Nun geht der Trend in der Automobilindustrie dahin, kapazitive Sensoren für die HoD zu verwenden, da sie zuverlässiger gegenüber der menschlichen Berührung sind und sie einfacher und billiger ins System zu integrieren sind als andere Optionen.

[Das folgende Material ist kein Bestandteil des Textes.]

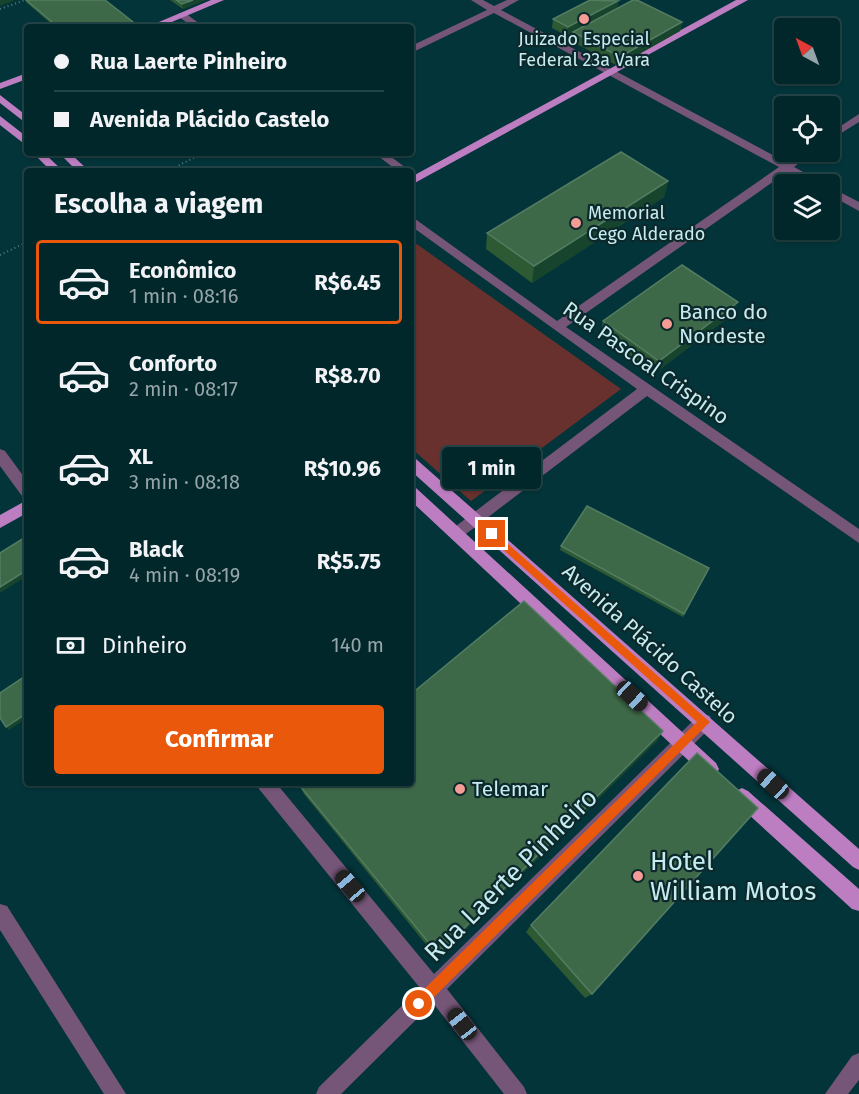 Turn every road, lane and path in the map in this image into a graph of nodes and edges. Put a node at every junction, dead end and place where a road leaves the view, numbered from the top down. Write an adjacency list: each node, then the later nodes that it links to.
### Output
1 (25, 0): 6 (path)
2 (219, 0): 8 (main road)
3 (476, 0): 7 (street)
4 (514, 0): 7 (street)
5 (742, 0): 12 (main road)
6 (0, 9)
7 (494, 10): 11 (street); 12 (street)
8 (182, 15): 9 (main road); 10 (street)
9 (160, 24)
10 (195, 24)
11 (414, 49)
12 (610, 73): 26 (street); 32 (main road)
13 (24, 77): 14 (main road)
14 (0, 86)
15 (0, 98): 17 (main road)
16 (859, 117): 19 (street)
17 (24, 118)
18 (0, 119): 20 (main road)
19 (840, 130)
20 (24, 140)
21 (41, 156): 27 (main road)
22 (67, 156): 28 (main road)
23 (197, 156): 29 (path)
24 (383, 156): 30 (street)
25 (793, 162): 26 (street)
26 (785, 167): 31 (street); 38 (street)
27 (55, 168)
28 (81, 168)
29 (174, 168)
30 (401, 168)
31 (799, 174)
32 (414, 178)
33 (840, 197): 34 (street)
34 (859, 207)
35 (414, 222): 38 (street, Rua Pascoal Crispino)
36 (24, 243): 37 (path)
37 (0, 255)
38 (557, 327): 39 (street, Rua Pascoal Crispino)
39 (647, 389): 45 (street); 48 (street, Rua Pascoal Crispino)
40 (0, 455): 42 (street)
41 (414, 466): 45 (main road, Avenida Plácido Castelo)
42 (24, 488)
43 (414, 495): 47 (main road)
44 (24, 508): 46 (main road)
45 (474, 519): 47 (street); 49 (main road, Avenida Plácido Castelo)
46 (0, 522)
47 (457, 533): 50 (main road)
48 (859, 537)
49 (704, 722): 50 (street, Rua Laerte Pinheiro); 52 (main road, Avenida Plácido Castelo)
50 (682, 744): 53 (main road); 55 (street, Rua Laerte Pinheiro)
51 (267, 786): 55 (street)
52 (859, 861)
53 (859, 902)
54 (0, 914): 57 (street)
55 (434, 989): 58 (street, Rua Laerte Pinheiro); 59 (street)
56 (859, 1063): 60 (street)
57 (116, 1094)
58 (326, 1094)
59 (517, 1094)
60 (836, 1094)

Das Ladungs- und Entladungsprinzip für kapazitive Sensoren, ist eine etablierte Technik, die seit vielen Jahren in Produkten wie Touchscreens und berührungsempfindlichen Tasten angewendet wird. Die Erkennung wird jedoch beeinträchtigt, wenn der Fahrer Handschuhe trägt. Zudem untergraben falsche Erkennungssignale, die durch das Vorhandensein von Feuchtigkeit oder Nässe erzeugt werden, die Sicherheitsleistung der HoD, die auf dieser Methode der kapazitiven Erkennung basiert.

Durch die Umsetzung eines zuverlässigen kapazitiven Messprinzips auf Basis der I/Q-Demodulation ermöglicht der kapazitive Sensor AS8579 von ams den Automobilherstellern, höchste Sicherheitsstandards bei den heute in der Entwicklung befindlichen anspruchsvolleren Autopilot- und Fahrerassistenzfunktionen.

Zu den Sicherheitsmerkmalen des AS8579 gehört auch die Bereitstellung mehrerer On-Chip-Diagnosefunktionen, die die Unterstützung des ISO 26262-Standards für funktionale Sicherheit bis zu ASIL B gewährleisten. Der Sensor ist nach AEC-Q100 Grad 1 qualifiziert. Der AS8579 arbeitet bei einer von vier wählbaren Treiber-Ausgangsfrequenzen - 45,45kHz, 71,43kHz, 100kHz oder 125kHz - und bietet eine hohe Immunität gegen elektromagnetische Störungen.

Der Sensor wird in einem SSOP24-Gehäuse geliefert und arbeitet mit einer Versorgungsspannung von 5 V.